To arrange your utilities such as electricity, gas and water, make sure you contact the respective suppliers a couple of days in advance of moving in (otherwise you might not be able to turn the lights on the first day). If you are transferring the utilities from a previous tenant, make sure the meters are read so you are not overcharged.
Electricity in Hong Kong
Electricity is provided by:
- Hongkong Electric Co. for Hong Kong Island and Lamma Island (Tel. 2887 3411)
- China Light and Power Co. for Kowloon, the New Territories, Lantau and Cheung Chau (Tel. 2678 2678).
You are usually asked for a deposit of two months’ electricity charges. In some cases this has already been paid for by the landlord and you may just take over paying the monthly bills. If you forget to pay your bills you will receive several demands before being disconnected. After payment, electricity will be restored immediately.
The electricity supply in Hong Kong is rated 200–220 volts. Plugs can be either square or round pin. Many – especially older - apartments have a mixture of both, so you may have to buy plug adapters.

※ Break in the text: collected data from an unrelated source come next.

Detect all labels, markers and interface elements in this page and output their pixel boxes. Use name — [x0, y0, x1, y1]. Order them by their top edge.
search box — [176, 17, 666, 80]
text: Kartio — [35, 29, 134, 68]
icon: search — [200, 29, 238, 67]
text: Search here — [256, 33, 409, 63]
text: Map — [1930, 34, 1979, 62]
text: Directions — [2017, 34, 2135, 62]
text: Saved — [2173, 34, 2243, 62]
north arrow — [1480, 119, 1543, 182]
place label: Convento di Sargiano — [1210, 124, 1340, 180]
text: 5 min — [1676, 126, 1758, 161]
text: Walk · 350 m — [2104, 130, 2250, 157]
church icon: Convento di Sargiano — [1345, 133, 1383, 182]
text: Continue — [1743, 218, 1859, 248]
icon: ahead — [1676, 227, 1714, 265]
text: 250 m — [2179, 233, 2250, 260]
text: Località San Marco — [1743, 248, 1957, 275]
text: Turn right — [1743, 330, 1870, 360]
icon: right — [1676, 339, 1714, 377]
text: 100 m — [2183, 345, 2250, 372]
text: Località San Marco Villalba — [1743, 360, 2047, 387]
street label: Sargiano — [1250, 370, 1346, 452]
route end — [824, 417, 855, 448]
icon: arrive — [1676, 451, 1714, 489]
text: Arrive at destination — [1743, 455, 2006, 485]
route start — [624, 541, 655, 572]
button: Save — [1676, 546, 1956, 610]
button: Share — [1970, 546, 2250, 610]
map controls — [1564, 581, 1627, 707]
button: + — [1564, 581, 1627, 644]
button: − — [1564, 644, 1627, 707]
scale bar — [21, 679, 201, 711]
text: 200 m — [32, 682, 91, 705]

Most areas of Hong Kong are linked to the Towngas network (tel. 2880 6988). To open an account you need to pay a deposit. Older apartments, especially those in parts of the New Territories and apartments in the Outlying Islands, are not connected to the gas main. In this case you will need to use bottled gas, which you can get delivered.
Water bills are minimal in Hong Kong and are paid quarterly. For the Water Supplies Department Customer Service, call 2824 5000.
Although your landlord will insure your apartment, you might want to take out an additional household insurance which covers your furniture and belongings against fire, theft, typhoons and burst pipes. Most major banks can give you an online quote for household insurance.
Hong Kong has two free Chinese language channels and two English language channels – Pearl and ATV World, for which you don’t need to pay any fees. Broadband Pay TV with a wide range of additional channels can be purchased via pay TV operators and broadband providers.
Many expatriates in Hong Kong hire domestic help, which is very reasonably priced. A local worker charges around HK$50-70 per hour. You can either hire a cleaning company on an hourly basis or a full-time Foreign Domestic Helper (FDH). FDHs are only allowed to work for their contractual employer. In practice, many helpers do additional work part-time. Be aware of the consequences: punishment for the employer is a maximum fine of HK$150,000 and one year’s imprisonment. The FDH may be imprisoned and deported. More information is available at www.amahnet.com and www.proxy-maid.com.hk.